Jan Jelinek: Kosmikcher Pitch

Revisionism's a wonderful thing, ain't it? The term 'prog,' reviled for so many years—nay, decades,—continues to undergo rehabilitation at the behest of artists like Jan Jelinek. With Kosmischer Pitch (Cosmic Pitch), the Berlin-based soundscaper subtly references—his atomised samples are so minuscule that implied, even tangential, rather than overt associations emerge—the progressive Krautrock sound of Amon Düül, Popol Vuh, Klaus Schulze, and Tangerine Dream. But don't get the wrong impression: the sound is still trademark Jelinek—there's no shortage of hypnotic smears and loops—just one now inhabiting a considerably more tranquil and submersive zone than before. “Universal Band Silhouette” announces that change at the outset with Jelinek adding wah-wah and phased guitar effects to a hazy field of crackle and acoustic bass. A psychedelic aura permeates the material as it rises from dense pools of magma and builds in volume and intensity. Some songs escalate hallucinatorily (the stuttering jaunt “Lithiummelodie 1,” “Planeten in Halbtrauer”) while others adopt pensive and static poses (“Lemminge und Lurchen Inc.,” with its metronomic weave of thumb piano plucks and tinkles). One of the album's most attractive pieces, the lulling “Vibraphonspulen,” swims in a limpid pool of foggy, clipped textures, with the bright ping of vibes rising over rippling layers. With its softly knocking ostinatos and grinding layers of clicks, blips, and machine whirrs, “Im Diskodickicht,” conversely, is especially trance-inducing. Though the material is primarily new, “Western Mimikry” revisits “Post-Crossings,” Jelinek's contribution to last year's Hitek By Meteosound comp under his Exposures alias.

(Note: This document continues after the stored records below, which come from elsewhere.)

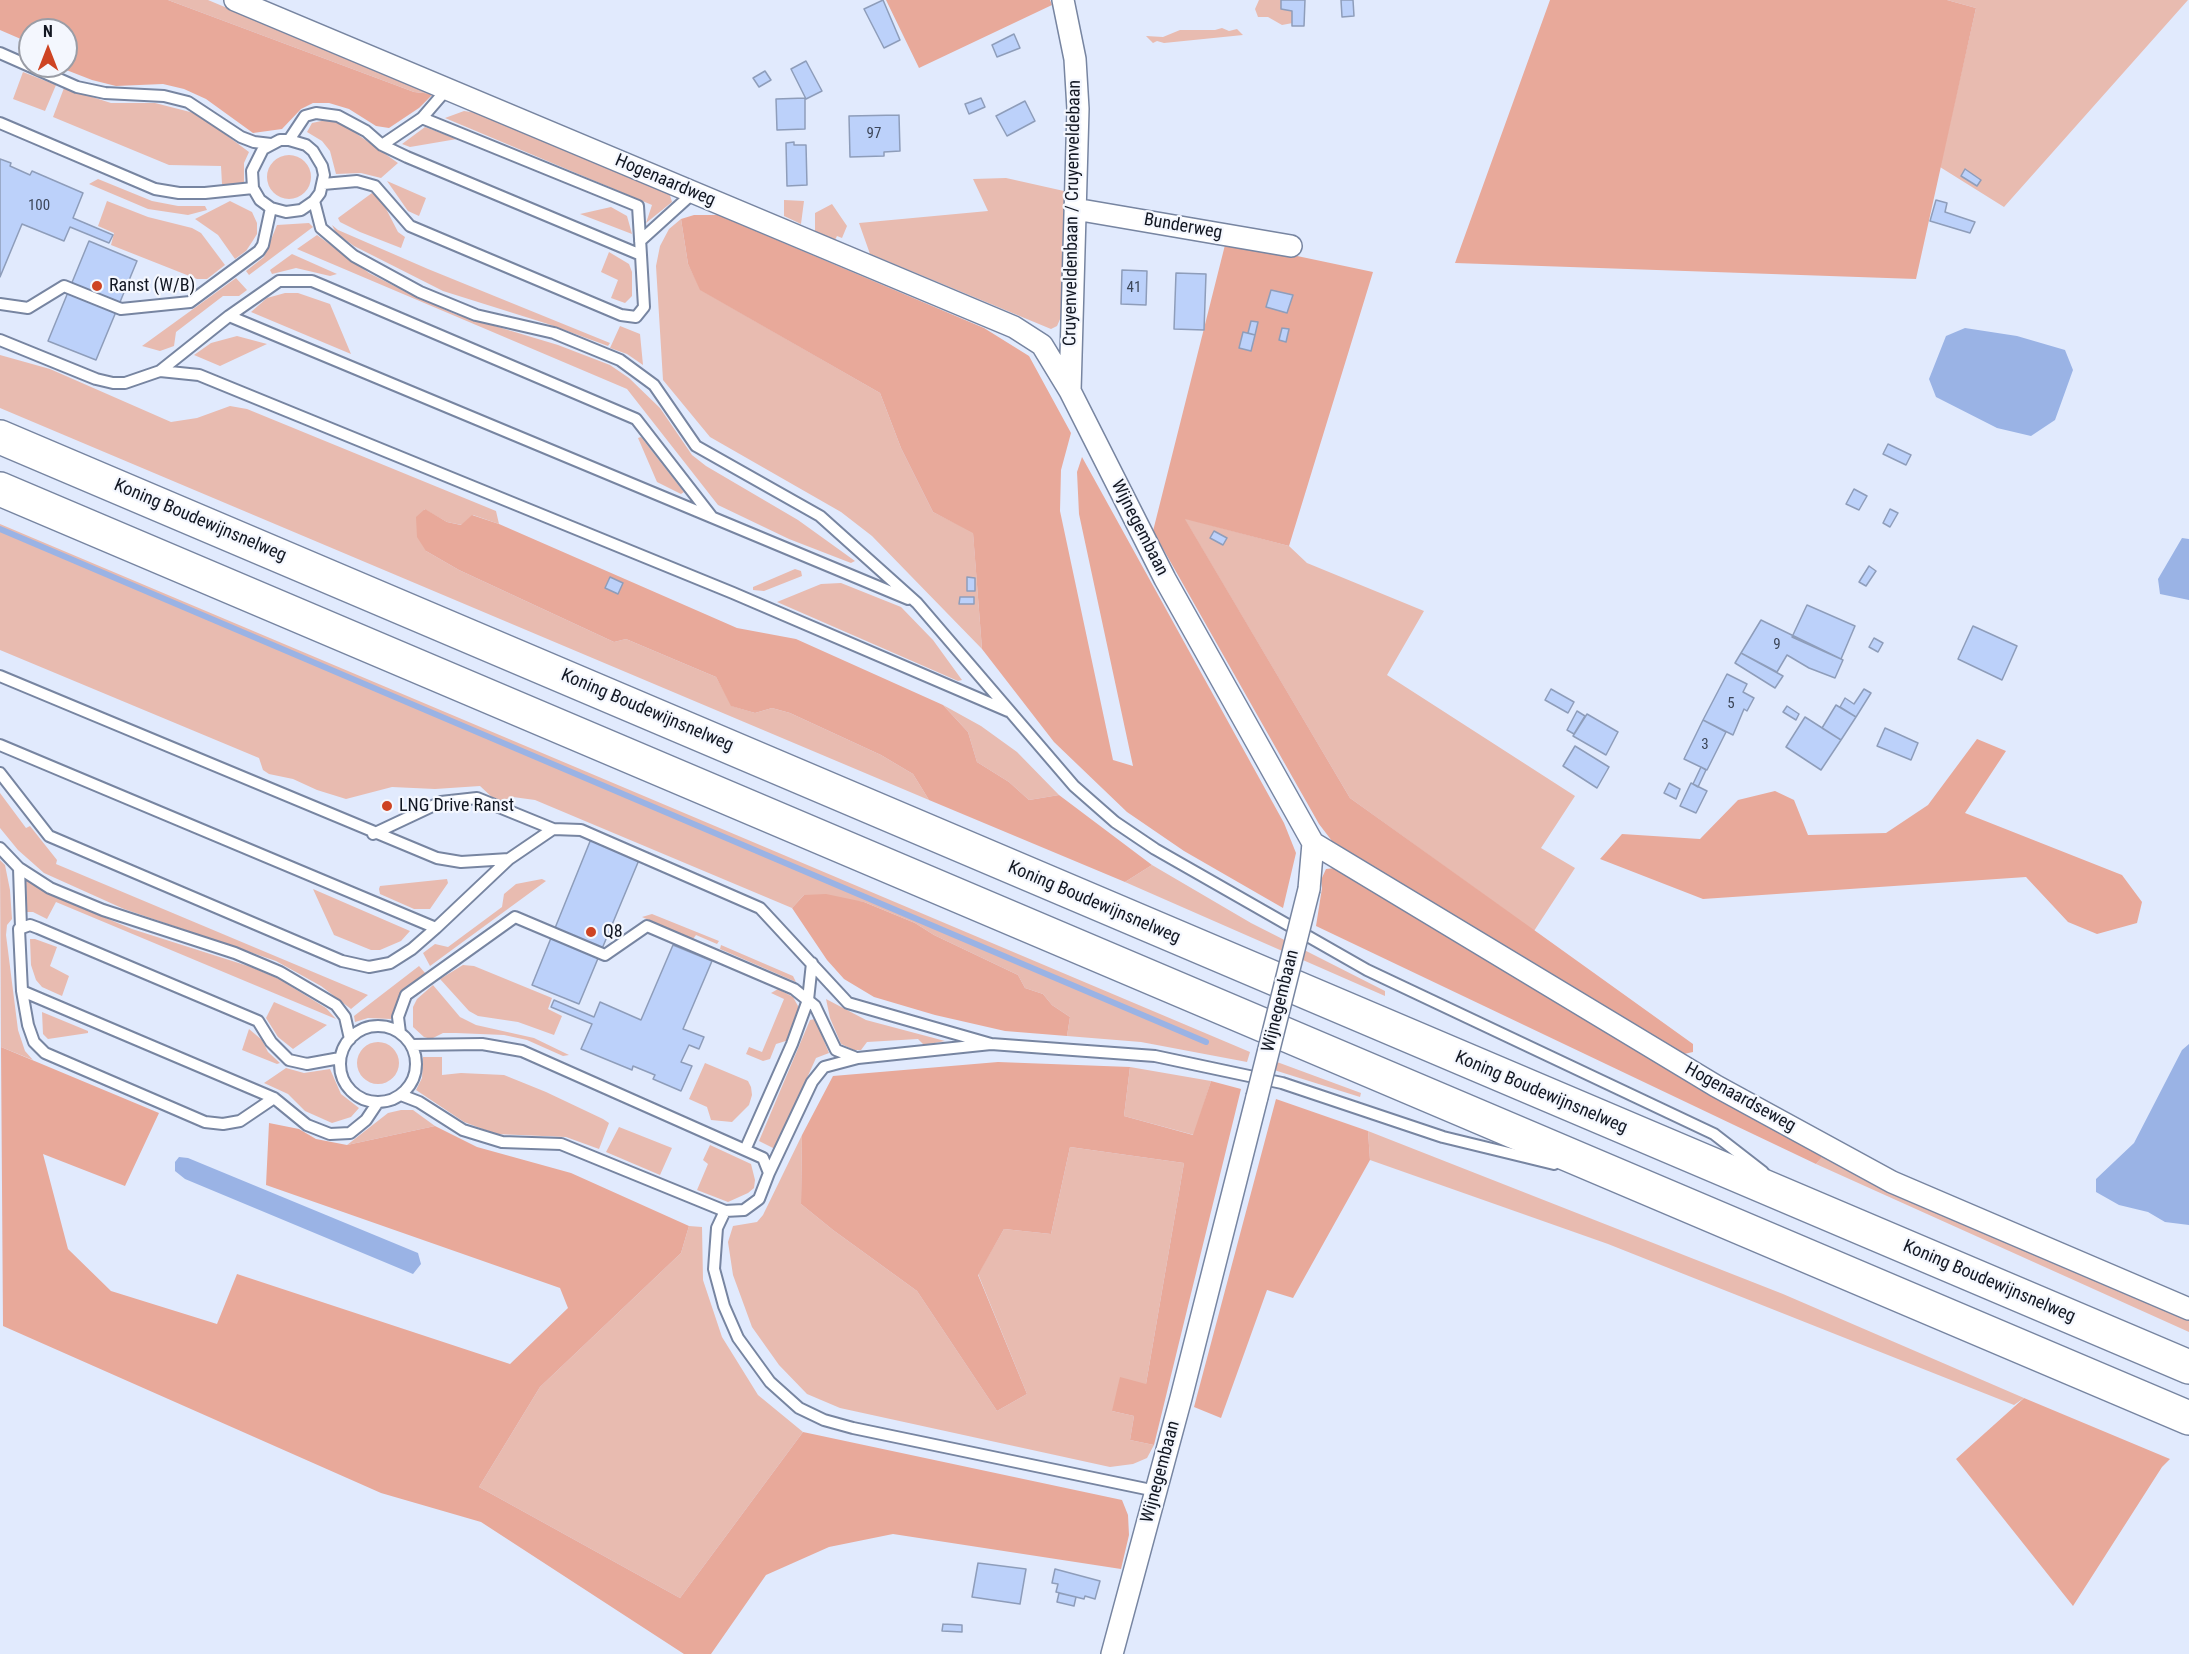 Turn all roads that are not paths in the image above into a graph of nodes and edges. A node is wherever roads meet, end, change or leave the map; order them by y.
1 (235, 0) edge
2 (1063, 0) edge
3 (0, 53) edge
4 (447, 89) junction
5 (422, 118) junction
6 (0, 123) edge
7 (289, 140) junction
8 (271, 144) junction
9 (382, 146) junction
10 (323, 184) junction
11 (253, 188) junction
12 (693, 193) junction
13 (314, 201) junction
14 (271, 208) junction
15 (1075, 209) junction
16 (640, 241) junction
17 (1291, 246) dead end
18 (641, 255) junction
19 (0, 304) edge
20 (230, 316) junction
21 (0, 340) edge
22 (159, 371) junction
23 (1070, 391) junction
24 (0, 436) edge
25 (0, 489) edge
26 (712, 518) junction
27 (917, 603) junction
28 (0, 676) edge
29 (1008, 711) junction
30 (0, 745) edge
31 (0, 773) edge
32 (553, 829) junction
33 (373, 834) junction
34 (1313, 843) junction
35 (0, 848) edge
36 (509, 860) junction
37 (20, 868) junction
38 (21, 928) junction
39 (436, 928) junction
40 (812, 963) junction
41 (22, 991) junction
42 (808, 1000) junction
43 (400, 1033) junction
44 (350, 1039) junction
45 (991, 1044) junction
46 (411, 1045) junction
47 (340, 1058) junction
48 (858, 1058) junction
49 (401, 1095) junction
50 (274, 1098) junction
51 (378, 1102) junction
52 (745, 1150) junction
53 (769, 1173) junction
54 (1633, 1184) junction
55 (1803, 1204) junction
56 (725, 1211) junction
57 (2189, 1309) edge
58 (2189, 1367) edge
59 (2189, 1418) edge
60 (1156, 1491) junction
61 (1112, 1654) edge

1 - 4 street, Hogenaardweg
2 - 15 street, Cruyenveldenbaan / Cruyenveldebaan
3 - 8 lane
4 - 5 lane
4 - 12 street, Hogenaardweg
5 - 9 lane
5 - 16 lane
6 - 11 lane
7 - 8 lane
7 - 9 lane
7 - 10 lane
8 - 11 lane
9 - 18 lane
10 - 13 lane
10 - 18 lane
11 - 14 lane
12 - 16 lane
12 - 23 street, Hogenaardweg
13 - 14 lane
13 - 27 lane
14 - 19 lane
15 - 17 street, Bunderweg
15 - 23 street, Cruyenveldenbaan / Cruyenveldebaan
16 - 18 lane
20 - 22 lane
20 - 26 lane
20 - 26 lane
21 - 22 lane
22 - 29 lane
23 - 34 street, Wijnegembaan
24 - 55 highway, Koning Boudewijnsnelweg
25 - 54 highway
26 - 27 lane
27 - 29 lane
28 - 33 lane
29 - 55 lane
30 - 39 lane
31 - 39 lane
32 - 33 lane
32 - 36 lane
32 - 40 lane
33 - 36 lane
34 - 57 street, Hogenaardseweg
34 - 60 street, Wijnegembaan, bridge
35 - 37 lane
36 - 39 lane
37 - 38 lane
37 - 44 lane
38 - 41 lane
38 - 47 lane
40 - 42 lane
40 - 45 lane
41 - 50 lane
41 - 50 lane
42 - 43 lane
42 - 48 lane
42 - 52 lane
43 - 44 lane
43 - 46 lane
44 - 47 lane
45 - 48 lane
45 - 54 lane
46 - 49 lane
46 - 52 lane
47 - 51 lane
48 - 53 lane
49 - 51 lane
49 - 56 lane
50 - 51 lane
52 - 53 lane
53 - 56 lane
54 - 59 highway
55 - 58 highway, Koning Boudewijnsnelweg
56 - 60 lane
60 - 61 street, Wijnegembaan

Admittedly, Kosmischer Pitch lacks the supple microhouse propulsiveness of 2001's Loop-Finding-Jazz-Records; what were once infectious dance grooves are now lulling meditations of swaying drift. There's no denying, however, that Jelinek's textured shimmer lends itself perfectly to music of this atemporal and blurry sort. And, to his credit, he subtly shifts the focus with every release, whether it's the glitch-laden microsound of Gramm's Personal Rock, the jazz-oriented direction explored with Triosk on 1+3+1, or the hip-hop abstractions of The Exposures' Lost Recordings 2000-2004.